È stato chiarito (cfr., sentenza Cassazione n.8001/2021) che a tal fine può ritenersi sufficiente l’esibizione del contratto riguardante le prestazioni di servizi forniti dalla controllante alle controllate – quali le attività direzionali, amministrative, legali e tecniche – o la fatturazione dei corrispettivi, richiedendosi, specifica allegazione da parte del contribuente di quegli elementi necessari per determinare l’utilità effettiva o potenziale conseguita dalla consociata che riceve il servizio e ciò anche in base al canone della vicinanza della prova (Cassazione n. 13588/2018, n. 11942/2016, n. 19600/2014, n. 21184/2014, n. 13300/2017).
Tali principi trovano la loro ratio, oltre che nelle disposizioni vigenti in materia (art. 109 Tuir), nel maggiore rigore che vige nella valutazione delle operazioni intercompany (Cassazione n. 16480/2014) in considerazione di quanto emerso dalla pratica di impresa che ha visto, troppo spesso, il diffondersi di operazioni aziendali che nate per la più conveniente allocazione dell’imponibile tra le società associate sono poi sfociate in operazioni elusive.

Di qui, il consolidarsi del principio giurisprudenziale su richiamato secondo cui per i costi infragruppo l’onere della prova dell’esistenza e dell’inerenza dei costi incombe sulla società che affermi di aver ricevuto il servizio, occorrendo, affinché il corrispettivo riconosciuto alla capogruppo sia detraibile, che la controllata tragga dal servizio remunerato un’effettiva utilità e che quest’ultima sia obiettivamente determinabile ed adeguatamente documentata (Cassazione n. 32422/2018, n. 23027/2015, n. 8808/2012, n. 11949/2012, tutte richiamate da Cassazione n. 17535/2019).

Il collegio intende dare continuità al principio di diritto richiamato, di contro considerando che il diverso approccio della contribuente, offerto in controricorso e in memoria, trascura quegli orientamenti dell’Ocse, secondo cui, in tema di prestazione di servizi infragruppo, occorre procedere al cd. benefit test, ovverosia a verificare se l’attività considerata conferisca all’impresa un vantaggio inteso a migliorare la posizione economica o commerciale della stessa (Guidelines Ocse, 18 luglio 2010, capitolo VII).
Il che risulta in linea con quell’approccio rigoroso, in tema di arbitraggi di derivazione Ocse, di cui v’è ampia – e non contraddetta – traccia nel formante giurisprudenziale di legittimità (Cassazione n. 23164/2017, n. 16480/2014 e n. 26851/2009).

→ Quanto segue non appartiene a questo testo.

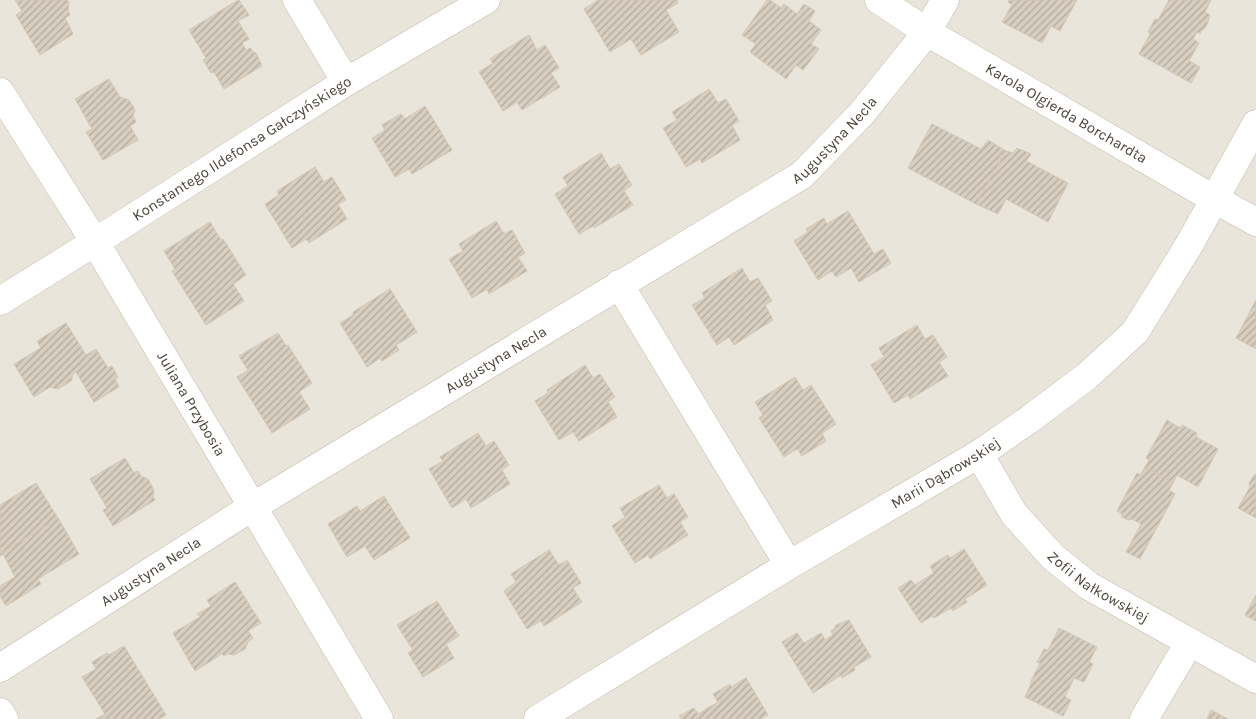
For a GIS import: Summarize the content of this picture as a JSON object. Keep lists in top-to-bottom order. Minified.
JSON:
{"streets":{"street":["Karola Olgierda Borchardta","Augustyna Necla","Konstantego Ildefonsa Gałczyńskiego","Juliana Przybosia","Marii Dąbrowskiej","Zofii Nałkowskiej"]},"crossings":[["Karola Olgierda Borchardta","Augustyna Necla"],["Karola Olgierda Borchardta","Marii Dąbrowskiej"],["Augustyna Necla","Juliana Przybosia"],["Konstantego Ildefonsa Gałczyńskiego","Juliana Przybosia"],["Marii Dąbrowskiej","Zofii Nałkowskiej"]]}
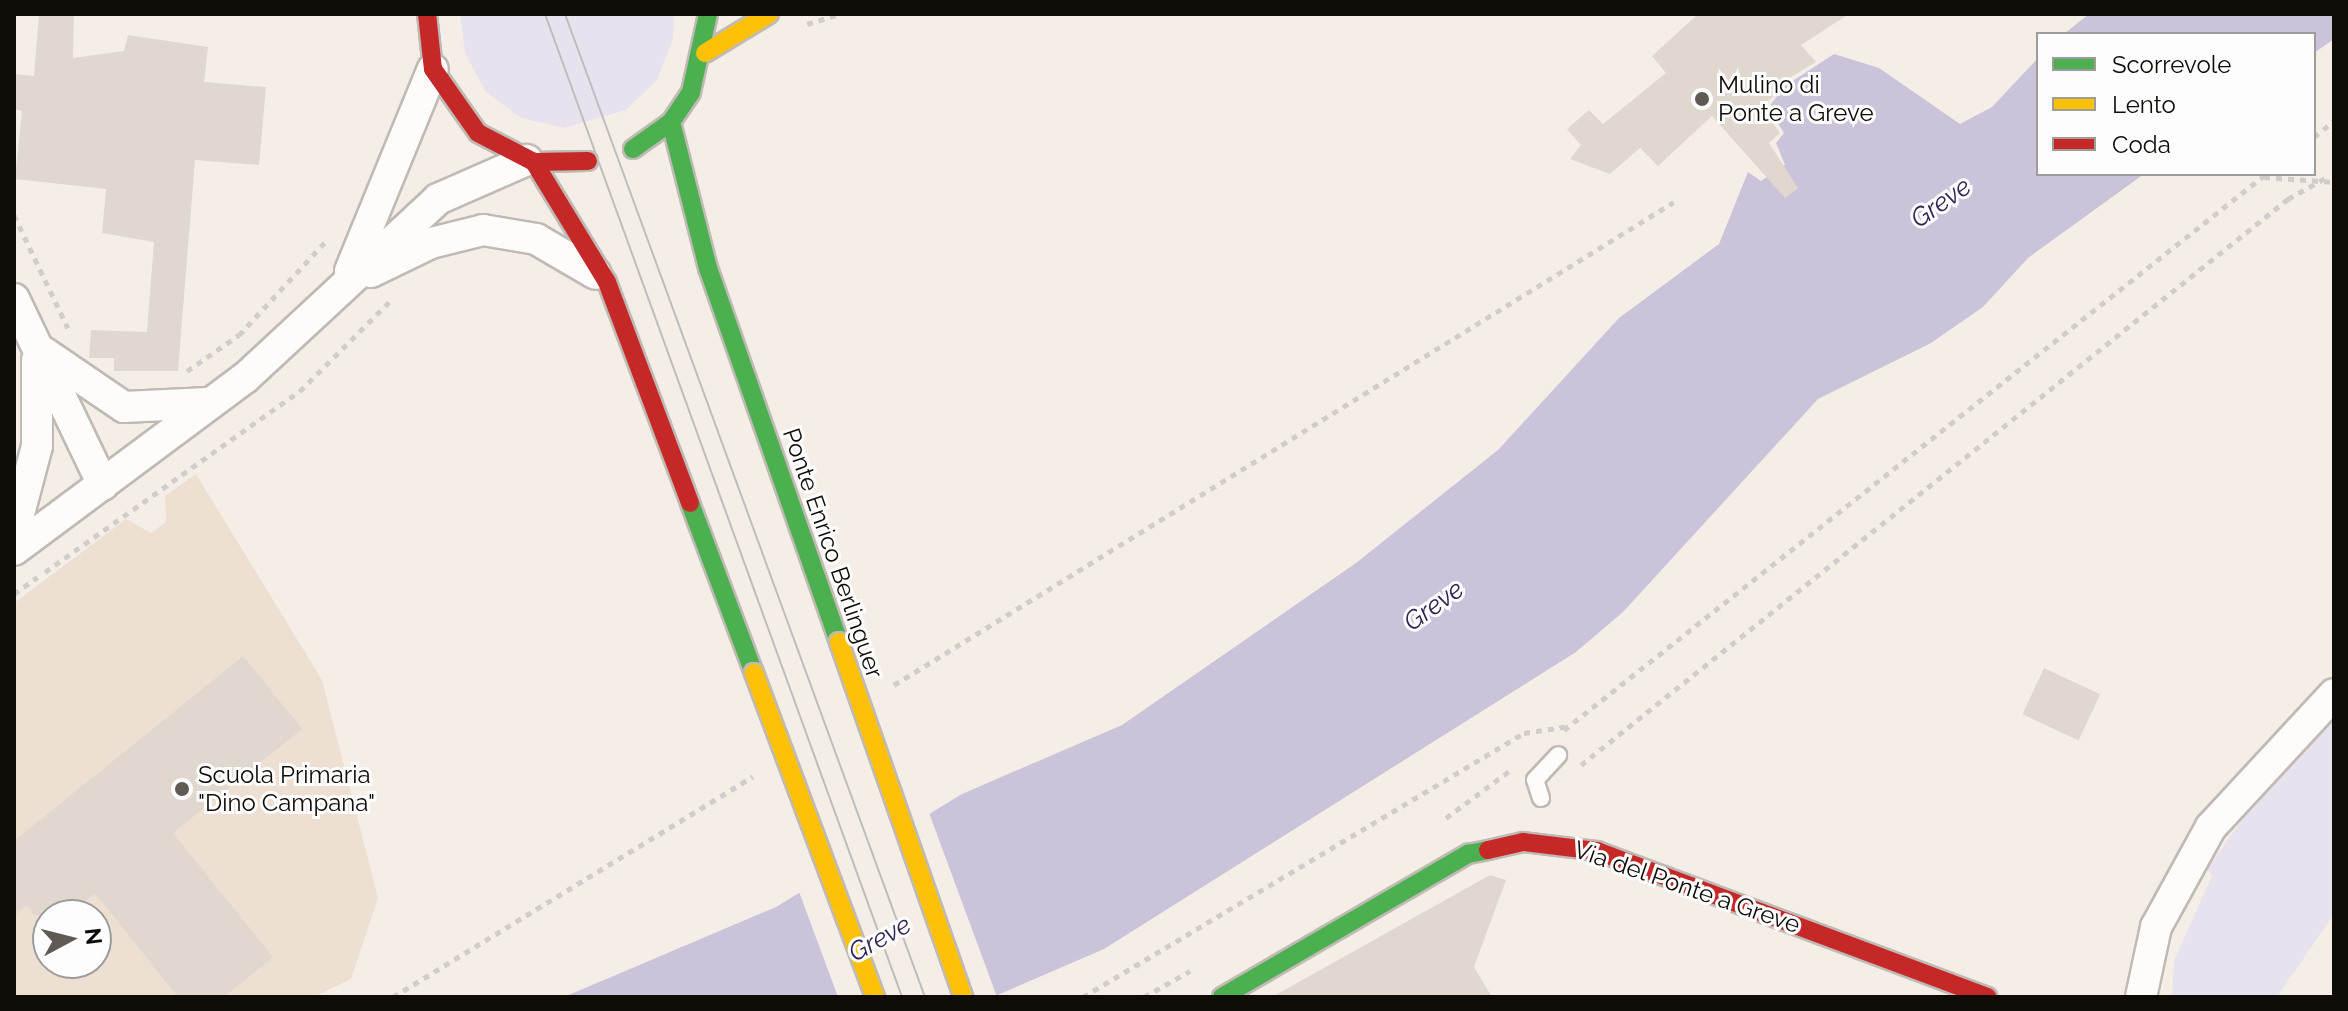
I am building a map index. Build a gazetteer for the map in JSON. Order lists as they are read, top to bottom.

Nel caso di specie, i Supremi giudici, con l’ordinanza in commento, hanno rilevato che il principio espresso dalla più volte richiamata ordinanza n. 19001/2021 ha trovato ulteriore continuità nella recente affermazione che “In materia di costi cd. infragruppo, affinché il corrispettivo, riconosciuto alla capogruppo o alla società incaricata del servizio a beneficio di altra consociata, sia deducibile dalla società che lo riceve, occorre che la controllata tragga dal servizio remunerato un’effettiva utilità e che quest’ultima sia obiettivamente determinabile ed adeguatamente documentata, anche se a quei costi non corrispondano direttamente ricavi in senso stretto; ne consegue che l’onere della prova in ordine all’esistenza e all’inerenza dei costi sopportati grava sulla contribuente controllata che affermi di aver ricevuto il servizio, tenuta ad una specifica allegazione di quegli elementi necessari per determinare l’utilità effettiva o potenziale conseguita dalla consociata che riceve il servizio” (cfr Cassazione n. 2599/2023).

In conclusione, la Cassazione, nell’ambito dei due giudizi di legittimità svolti sulla complessa vicenda controversa, ha, in sintesi, evidenziato e ribadito che non può ritenersi sufficiente, da parte della controllata, l’esibizione del contratto riguardante le prestazioni di servizi forniti dalla controllante – quali le attività direzionali, amministrative, legali e tecniche – o la fatturazione dei corrispettivi, richiedendosi, al contrario, specifica allegazione da parte del contribuente di quegli elementi necessari per determinare l’utilità effettiva o potenziale conseguita dalla consociata che riceve il servizio (Cassazione n. 8001/2021 e n. 19001/2021).